Lettre à un lavoir
Comment ça va mon vieux ? Ça fait un moment. Je sais, il n’y a plus que la lumière pour te rendre visite. Elle ne doit pas trouver grand-chose à refléter, à part des poutres rongées par les mites et la mousse qui danse toute seule au fond de ton bassin.
Avoue que tu t'es quand même régalé pendant quelques siècles, et avec une belle vue... toutes ces poitrines qui rebondissent au-dessus de toi, ces bras vigoureux qui battent tordent et pressent le linge. Et les bavardages, les ragots, les secrets…
Pendant des siècles tu as été pour les femmes un défouloir, un lieu de rêverie, un point de renseignement, un confessionnal, un tribunal. Aujourd’hui il n’y a que les touristes qui s’arrêtent le temps d’une photo pittoresque. Parfois peut-être un gars du coin qui vient frotter sa botte crottée contre toi. Un chien errant qui lape quelques coups. Des oiseaux écrasés par la canicule qui viennent chercher de l’ombre. Et puis il y a les naufragés de l'époque comme moi. Pour nous tu es un écrin d’immobilité et de silence. Un bâtiment inutile qui accueille tout ce qu’on veut bien y déposer. Un abri pour les cris. Ceux qu’on entend et puis tous les autres.
Et il y a la place, entre l’eau et la pierre. De quoi donner en même temps force et paix. Comme sur le petit pont au-dessus du ruisseau, devant le torrent qui se déverse au milieu des gorges, devant la mer qui claque sur les rochers, devant la goutte d’eau du stalactite qui creuse la roche. Quelque chose se dépose et lutte en même temps, partout où se rencontrent l'eau et la pierre.

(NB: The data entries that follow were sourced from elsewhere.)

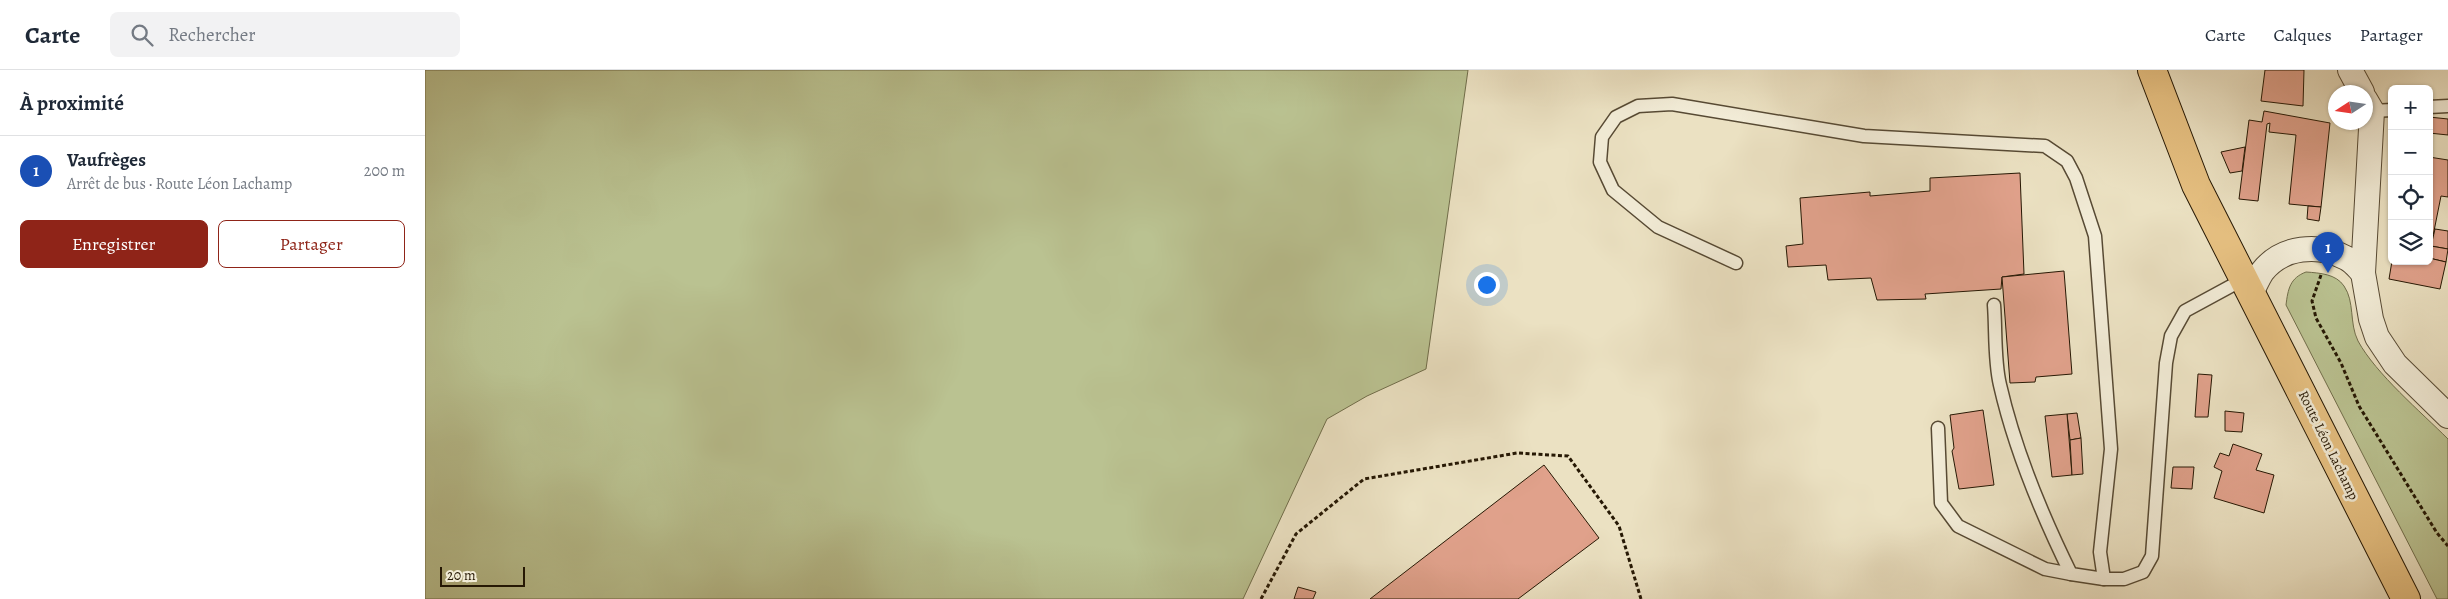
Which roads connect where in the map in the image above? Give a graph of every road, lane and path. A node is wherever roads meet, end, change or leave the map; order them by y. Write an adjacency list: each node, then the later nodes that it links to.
1 (2152, 70): 10 (main road, Route Léon Lachamp)
2 (2350, 70): 3 (street)
3 (2360, 85)
4 (2448, 106): 5 (lane)
5 (2433, 107)
6 (2371, 130): 9 (street)
7 (2329, 251): 9 (street); 10 (street); 14 (path)
8 (1736, 262): 16 (lane)
9 (2363, 273): 12 (street)
10 (2248, 286): 16 (lane); 19 (main road, Route Léon Lachamp)
11 (1994, 305): 15 (lane)
12 (2448, 416)
13 (1938, 428): 15 (lane)
14 (2448, 546)
15 (2071, 574): 16 (lane)
16 (2104, 579)
17 (1261, 599): 18 (path)
18 (1641, 599)
19 (2406, 599)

Je sais que tu n’as pas grand-chose à voir avec les bassins ni les fontaines des places. Majestueuses, protocolaires, bien au centre, au garde-à-vous, elles gardent la mémoire qui se raconte dans les livres et les musées. Toi tu racontes une autre histoire, planquée en contrebas, protégée par la mousse et l’obscurité.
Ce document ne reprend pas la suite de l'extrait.